Posted by Matt Walker on September 26, 2011

In many respects it seems obvious to conclude ‘yes’ to this question, that the UK is a liberal democracy.  The UK enjoys free and fair elections, experiences smooth transitions of power from one government to the next, and is generally a tolerant society whose politics has been opened up by the Freedom of Information Act.

However, there are some major criticisms which we can level, and these stem from the fact that the UK constitution does not successfully limit governmental power,  nor does it entrench our human rights. On the latter point, any British government could in theory alter our key human rights by simply passing a Bill through Parliament. In most liberal democracies, it would require a lengthy challenge to a constitution, making it harder to make any such changes to citizens’ rights.
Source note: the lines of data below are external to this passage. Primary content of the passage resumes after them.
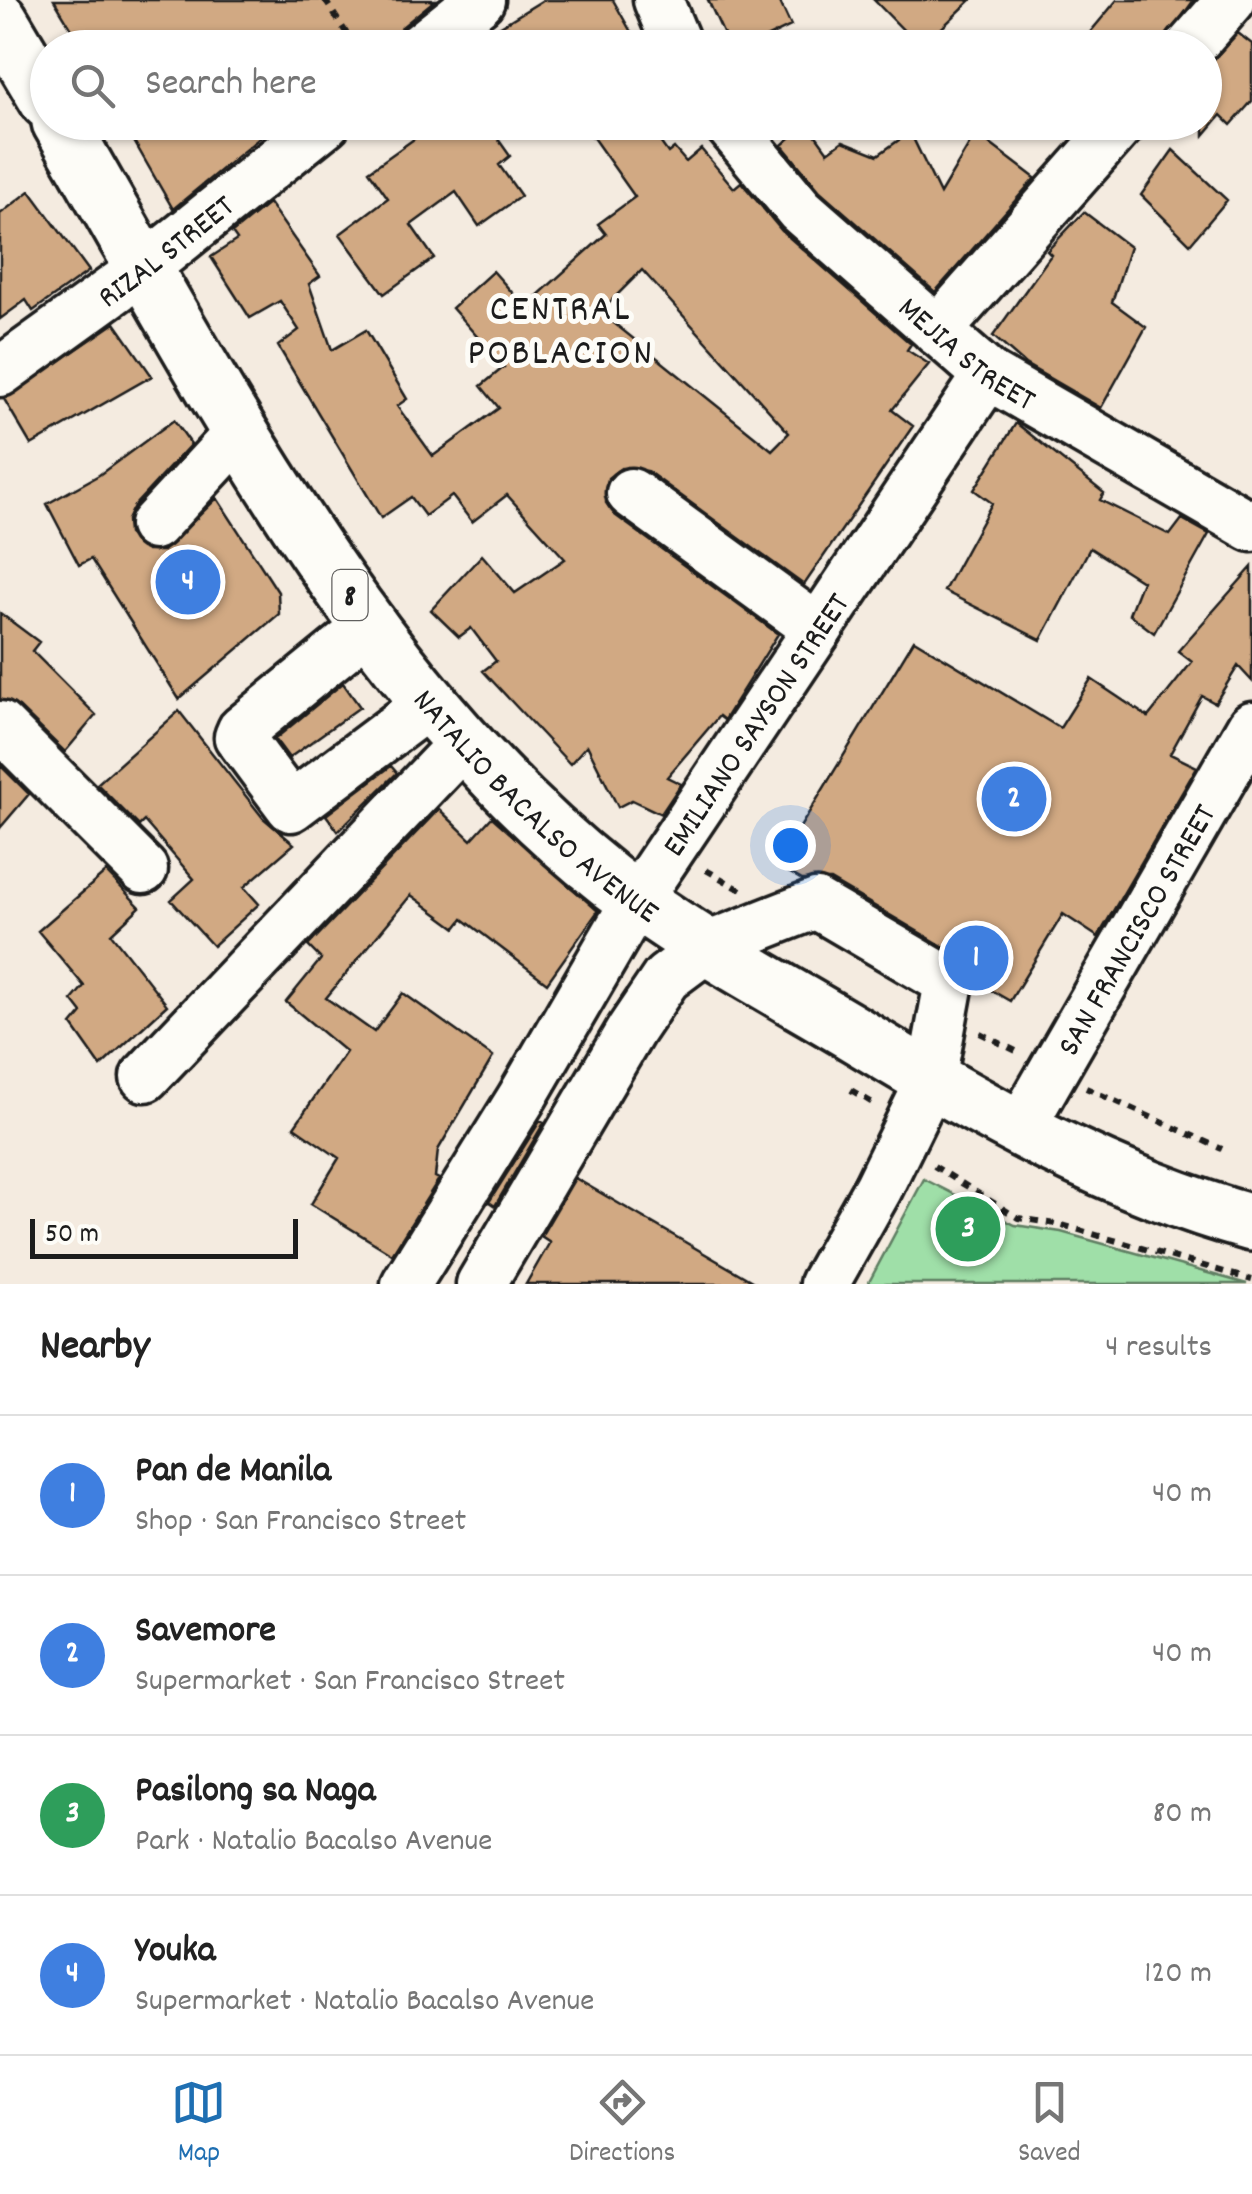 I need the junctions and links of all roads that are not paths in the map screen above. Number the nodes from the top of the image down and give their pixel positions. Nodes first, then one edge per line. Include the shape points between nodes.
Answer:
1 (480, 0) edge
2 (658, 0) edge
3 (1232, 0) edge
4 (0, 20) edge
5 (442, 30) edge
6 (670, 30) edge
7 (1205, 30) edge
8 (30, 71) edge
9 (70, 140) edge
10 (304, 140) edge
11 (741, 140) edge
12 (1106, 140) edge
13 (144, 268) junction
14 (937, 330) junction
15 (0, 372) edge
16 (988, 374) junction
17 (240, 432) junction
18 (631, 493) dead end
19 (154, 525) dead end
20 (1252, 527) edge
21 (372, 624) junction
22 (818, 629) junction
23 (448, 721) junction
24 (0, 726) edge
25 (1252, 726) edge
26 (143, 869) dead end
27 (637, 899) junction
28 (709, 946) junction
29 (146, 1077) dead end
30 (920, 1103) junction
31 (1019, 1130) junction
32 (1252, 1223) edge
33 (406, 1284) edge
34 (481, 1284) edge
35 (824, 1284) edge

1 - 5 street
2 - 6 street
3 - 7 street
4 - 8 highway
9 - 13 highway, NATALIO BACALSO AVENUE / 8
10 - 13 street, RIZAL STREET
11 - 14 street, MEJIA STREET via 800,210
12 - 14 street
13 - 15 street, RIZAL STREET
13 - 17 highway, NATALIO BACALSO AVENUE / 8
14 - 16 street, MEJIA STREET
16 - 20 street, MEJIA STREET
16 - 22 street, EMILIANO SAYSON STREET
17 - 19 street
17 - 21 highway, NATALIO BACALSO AVENUE / 8
18 - 22 street
21 - 23 highway, NATALIO BACALSO AVENUE / 8
21 - 23 street via 242,730 240,737 291,806
22 - 27 street, EMILIANO SAYSON STREET
23 - 27 highway, NATALIO BACALSO AVENUE / 8 via 495,777
23 - 29 street
24 - 26 street
25 - 31 street, SAN FRANCISCO STREET
27 - 28 highway, NATALIO BACALSO AVENUE / 8
27 - 33 street, EMILIANO SAYSON STREET
28 - 30 highway, NATALIO BACALSO AVENUE / 8
28 - 30 street via 816,904 949,982
28 - 34 street via 666,978
30 - 31 highway, NATALIO BACALSO AVENUE / 8
30 - 35 street
31 - 32 highway, NATALIO BACALSO AVENUE / 8 via 1112,1173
With regards to the UK’s failure to limit government power, a good example (see video link below) is the decision by the Labour Government to go to war with Iraq in 2003. As evidence to the Chilcot Inquiry indicates, Tony Blair made this decision himself, largely side-lining Cabinet and Parliament in the process. This particular issue demonstrates that in the right circumstances, the UK Prime Minister is very powerful.

Any assessment of the success or otherwise of liberal democracy in Britain cannot ignore this point, and in any essay you write making such an assessment will require you to tackle this issue.